*** Opening Available records ***

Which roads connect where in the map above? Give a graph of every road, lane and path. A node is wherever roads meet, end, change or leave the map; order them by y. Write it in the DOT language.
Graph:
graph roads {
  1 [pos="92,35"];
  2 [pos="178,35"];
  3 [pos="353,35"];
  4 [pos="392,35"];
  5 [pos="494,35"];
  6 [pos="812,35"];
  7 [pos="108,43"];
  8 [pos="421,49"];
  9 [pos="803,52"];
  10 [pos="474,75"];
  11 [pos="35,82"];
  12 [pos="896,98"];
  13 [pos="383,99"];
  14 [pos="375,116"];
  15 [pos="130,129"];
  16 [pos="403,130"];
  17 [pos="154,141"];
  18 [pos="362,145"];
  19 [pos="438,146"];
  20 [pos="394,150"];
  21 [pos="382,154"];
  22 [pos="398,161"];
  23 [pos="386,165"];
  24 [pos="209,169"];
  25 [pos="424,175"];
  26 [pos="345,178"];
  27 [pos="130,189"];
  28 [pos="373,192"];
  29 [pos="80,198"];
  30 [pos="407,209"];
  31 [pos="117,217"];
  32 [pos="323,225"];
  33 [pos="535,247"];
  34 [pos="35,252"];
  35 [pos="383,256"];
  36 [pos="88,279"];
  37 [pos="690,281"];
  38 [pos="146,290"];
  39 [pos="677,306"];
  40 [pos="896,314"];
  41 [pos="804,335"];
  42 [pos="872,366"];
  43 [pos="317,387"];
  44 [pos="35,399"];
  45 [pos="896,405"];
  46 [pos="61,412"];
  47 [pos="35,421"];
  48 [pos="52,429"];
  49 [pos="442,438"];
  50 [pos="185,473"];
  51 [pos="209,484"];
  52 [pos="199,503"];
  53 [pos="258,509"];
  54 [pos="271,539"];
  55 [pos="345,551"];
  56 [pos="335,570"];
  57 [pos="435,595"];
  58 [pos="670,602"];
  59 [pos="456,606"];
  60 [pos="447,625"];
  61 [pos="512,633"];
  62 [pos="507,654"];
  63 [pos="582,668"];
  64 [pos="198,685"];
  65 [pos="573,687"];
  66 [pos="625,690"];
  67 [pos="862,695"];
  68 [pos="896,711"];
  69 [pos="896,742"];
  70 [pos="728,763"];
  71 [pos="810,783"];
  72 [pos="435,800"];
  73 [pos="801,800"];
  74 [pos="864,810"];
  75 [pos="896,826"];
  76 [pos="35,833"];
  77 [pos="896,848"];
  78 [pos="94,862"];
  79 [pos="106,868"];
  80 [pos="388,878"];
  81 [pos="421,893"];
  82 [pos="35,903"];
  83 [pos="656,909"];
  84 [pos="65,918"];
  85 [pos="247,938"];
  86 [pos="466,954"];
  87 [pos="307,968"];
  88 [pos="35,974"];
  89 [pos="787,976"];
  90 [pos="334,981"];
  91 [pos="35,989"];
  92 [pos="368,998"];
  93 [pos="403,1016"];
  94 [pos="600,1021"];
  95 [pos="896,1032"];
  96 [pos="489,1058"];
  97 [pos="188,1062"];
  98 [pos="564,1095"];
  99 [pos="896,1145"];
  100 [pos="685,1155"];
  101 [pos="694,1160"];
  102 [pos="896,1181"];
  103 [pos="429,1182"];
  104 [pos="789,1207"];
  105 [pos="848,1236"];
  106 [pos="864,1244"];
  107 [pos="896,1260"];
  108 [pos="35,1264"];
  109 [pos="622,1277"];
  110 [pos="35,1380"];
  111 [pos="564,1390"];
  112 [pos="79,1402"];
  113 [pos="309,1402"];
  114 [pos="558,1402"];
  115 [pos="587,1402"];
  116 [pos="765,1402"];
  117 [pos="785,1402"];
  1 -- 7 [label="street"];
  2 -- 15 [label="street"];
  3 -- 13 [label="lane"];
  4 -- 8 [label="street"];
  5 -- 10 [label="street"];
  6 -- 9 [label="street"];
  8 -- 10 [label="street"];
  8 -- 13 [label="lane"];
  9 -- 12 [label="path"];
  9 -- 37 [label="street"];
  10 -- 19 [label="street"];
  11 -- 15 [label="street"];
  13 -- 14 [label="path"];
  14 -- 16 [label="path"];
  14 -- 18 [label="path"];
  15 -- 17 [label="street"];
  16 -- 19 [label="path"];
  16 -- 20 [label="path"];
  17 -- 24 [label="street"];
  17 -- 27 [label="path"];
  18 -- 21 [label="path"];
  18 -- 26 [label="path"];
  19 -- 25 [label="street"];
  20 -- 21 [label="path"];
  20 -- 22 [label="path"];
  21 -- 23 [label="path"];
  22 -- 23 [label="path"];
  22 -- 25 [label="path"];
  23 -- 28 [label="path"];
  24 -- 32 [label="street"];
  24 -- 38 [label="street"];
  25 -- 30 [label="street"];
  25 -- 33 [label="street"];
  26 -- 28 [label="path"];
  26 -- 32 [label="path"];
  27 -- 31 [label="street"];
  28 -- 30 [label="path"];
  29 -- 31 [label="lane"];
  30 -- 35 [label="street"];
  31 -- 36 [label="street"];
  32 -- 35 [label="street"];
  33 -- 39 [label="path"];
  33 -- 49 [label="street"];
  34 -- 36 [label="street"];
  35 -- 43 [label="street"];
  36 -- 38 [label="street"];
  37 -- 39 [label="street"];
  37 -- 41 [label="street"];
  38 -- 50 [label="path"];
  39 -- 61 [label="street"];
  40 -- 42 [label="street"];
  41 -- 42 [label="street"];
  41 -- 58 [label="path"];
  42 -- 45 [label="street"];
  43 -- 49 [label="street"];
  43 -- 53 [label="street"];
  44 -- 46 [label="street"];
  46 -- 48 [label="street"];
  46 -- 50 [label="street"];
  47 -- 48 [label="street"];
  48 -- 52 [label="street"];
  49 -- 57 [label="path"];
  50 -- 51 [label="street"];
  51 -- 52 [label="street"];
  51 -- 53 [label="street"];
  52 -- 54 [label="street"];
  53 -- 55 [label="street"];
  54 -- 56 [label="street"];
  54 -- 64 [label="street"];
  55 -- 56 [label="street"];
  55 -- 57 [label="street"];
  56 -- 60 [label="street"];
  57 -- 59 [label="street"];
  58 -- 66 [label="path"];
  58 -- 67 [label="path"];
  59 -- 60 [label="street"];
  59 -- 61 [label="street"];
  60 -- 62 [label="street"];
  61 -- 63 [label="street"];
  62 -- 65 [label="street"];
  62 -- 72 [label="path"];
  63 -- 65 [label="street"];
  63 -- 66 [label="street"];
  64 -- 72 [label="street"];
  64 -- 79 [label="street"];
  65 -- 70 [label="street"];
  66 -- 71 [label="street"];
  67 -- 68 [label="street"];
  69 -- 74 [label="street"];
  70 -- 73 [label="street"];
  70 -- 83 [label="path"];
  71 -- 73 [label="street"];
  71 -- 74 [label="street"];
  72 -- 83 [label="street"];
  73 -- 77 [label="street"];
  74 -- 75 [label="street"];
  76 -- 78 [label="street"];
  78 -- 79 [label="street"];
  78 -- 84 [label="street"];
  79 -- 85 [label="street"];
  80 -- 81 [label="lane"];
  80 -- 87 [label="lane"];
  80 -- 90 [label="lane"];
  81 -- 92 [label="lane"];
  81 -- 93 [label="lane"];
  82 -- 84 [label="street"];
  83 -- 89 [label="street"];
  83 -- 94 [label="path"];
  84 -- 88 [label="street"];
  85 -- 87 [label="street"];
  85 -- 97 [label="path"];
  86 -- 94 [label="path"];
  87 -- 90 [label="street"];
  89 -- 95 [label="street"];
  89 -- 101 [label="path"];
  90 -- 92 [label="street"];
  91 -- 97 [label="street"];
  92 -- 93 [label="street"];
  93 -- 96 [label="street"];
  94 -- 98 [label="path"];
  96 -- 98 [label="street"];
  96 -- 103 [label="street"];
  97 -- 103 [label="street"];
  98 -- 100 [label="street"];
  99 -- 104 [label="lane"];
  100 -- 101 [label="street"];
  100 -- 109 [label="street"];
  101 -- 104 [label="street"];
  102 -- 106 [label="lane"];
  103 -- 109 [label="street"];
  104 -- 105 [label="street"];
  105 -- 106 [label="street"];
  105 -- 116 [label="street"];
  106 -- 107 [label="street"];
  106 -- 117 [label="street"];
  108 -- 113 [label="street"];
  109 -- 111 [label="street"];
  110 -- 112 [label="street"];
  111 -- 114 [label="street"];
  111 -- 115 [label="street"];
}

*** Closing Available records ***

• [Exercise instructions] Could you state how many lines in the listing include the string "roads"? Only the number is wanted.

• [Solution below] 2